With less than two days remaining until Moldova’s parliamentary elections, disinformation and voter manipulation campaigns have intensified. Russian-backed networks systematically recruited Orthodox priests through Moscow pilgrimages to spread anti-EU propaganda via Telegram channels, while fugitive oligarch Ilan Șor coordinated illegal observer recruitment across the diaspora and financed educational forums in Gagauzia through sanctioned entities. As election day approaches, authorities have escalated countermeasures by blocking over 100 fake news websites, excluding compromised parties from electoral competition, and documenting extensive last-minute violations including administrative resource abuse, coordinated bot networks, and AI-generated deepfakes designed to undermine public trust in the electoral process.

WEEKLY OVERVIEW

The Central Electoral Commission (CEC) voted to exclude Irina Vlah’s “Heart of Moldova” party from the parliamentary elections, removing all 25 party candidates from the “Patriotic” Bloc. The decision came after CEC identified potential illegal financing and material benefits that could undermine democratic principles and political pluralism. The exclusion followed earlier actions by the Ministry of Justice, which successfully petitioned the Court of Appeals to suspend the party’s activities for 12 months.

A Reuters investigation exposed how Orthodox priests from Moldova were systematically recruited during pilgrimages to Russia and rewarded financially to spread pro-Russian propaganda through Telegram channels. Weekly groups of approximately 50 priests received 10,000 rubles each for church purchases, attended lectures emphasizing Moldova-Russia historical ties and opposition to the “morally corrupt West,” and were given Russian bank cards before returning home.

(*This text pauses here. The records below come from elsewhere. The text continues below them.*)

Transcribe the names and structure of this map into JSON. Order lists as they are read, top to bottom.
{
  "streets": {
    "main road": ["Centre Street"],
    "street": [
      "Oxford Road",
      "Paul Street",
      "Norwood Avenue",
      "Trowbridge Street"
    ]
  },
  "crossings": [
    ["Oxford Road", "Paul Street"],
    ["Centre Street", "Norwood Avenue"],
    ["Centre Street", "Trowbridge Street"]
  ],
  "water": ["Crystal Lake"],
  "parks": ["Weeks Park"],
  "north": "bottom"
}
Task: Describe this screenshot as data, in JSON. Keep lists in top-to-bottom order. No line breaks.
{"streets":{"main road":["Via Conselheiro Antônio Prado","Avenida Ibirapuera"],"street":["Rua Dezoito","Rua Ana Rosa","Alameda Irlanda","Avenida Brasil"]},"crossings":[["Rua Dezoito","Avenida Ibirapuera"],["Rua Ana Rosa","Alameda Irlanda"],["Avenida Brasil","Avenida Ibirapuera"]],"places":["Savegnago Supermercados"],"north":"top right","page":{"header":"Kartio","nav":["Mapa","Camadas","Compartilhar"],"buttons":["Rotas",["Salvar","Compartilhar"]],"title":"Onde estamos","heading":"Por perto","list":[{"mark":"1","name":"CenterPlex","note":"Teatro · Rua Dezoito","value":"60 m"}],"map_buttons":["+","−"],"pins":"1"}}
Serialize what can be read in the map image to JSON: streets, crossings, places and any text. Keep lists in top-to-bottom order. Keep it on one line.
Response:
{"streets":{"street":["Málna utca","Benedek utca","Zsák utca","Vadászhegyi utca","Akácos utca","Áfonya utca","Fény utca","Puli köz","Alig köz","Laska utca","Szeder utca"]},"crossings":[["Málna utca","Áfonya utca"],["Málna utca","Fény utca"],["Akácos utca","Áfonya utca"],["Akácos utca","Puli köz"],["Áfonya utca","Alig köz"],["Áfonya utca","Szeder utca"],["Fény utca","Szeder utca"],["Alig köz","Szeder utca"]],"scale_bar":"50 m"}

They were instructed to create Telegram channels for parishioners to share content from the main source “Salt and Light,” which published over 600 posts between May and August promoting traditional family values while criticizing EU integration as threatening Moldova’s “faith, language, and roots.” The campaign reached over 27,000 people monthly, with three-quarters of participating accounts redistributing the anti-European content that mirrors pro-Kremlin rhetoric without directly mentioning Russia.

Former oligarch Vladimir Plahotniuc was extradited to Moldova on September 25 after being detained in Greece while attempting to travel to Dubai using false identity documents. Greek authorities found Plahotniuc and his companion Constantin Țuțu living in a luxury villa worth €5,000-9,000 per night, confiscating €155,000 and 17 false documents during raids. Anti-corruption prosecutor Marcel Dumbravan emphasized the extradition’s importance for Moldovan justice, while Plahotniuc’s lawyer criticized authorities for turning the process into a “tasteless political spectacle” staged before the parliamentary elections. The oligarch, who had been sought for over six years, was transported under heavy security to Penitentiary No. 13 to face multiple arrest warrants and pending criminal cases.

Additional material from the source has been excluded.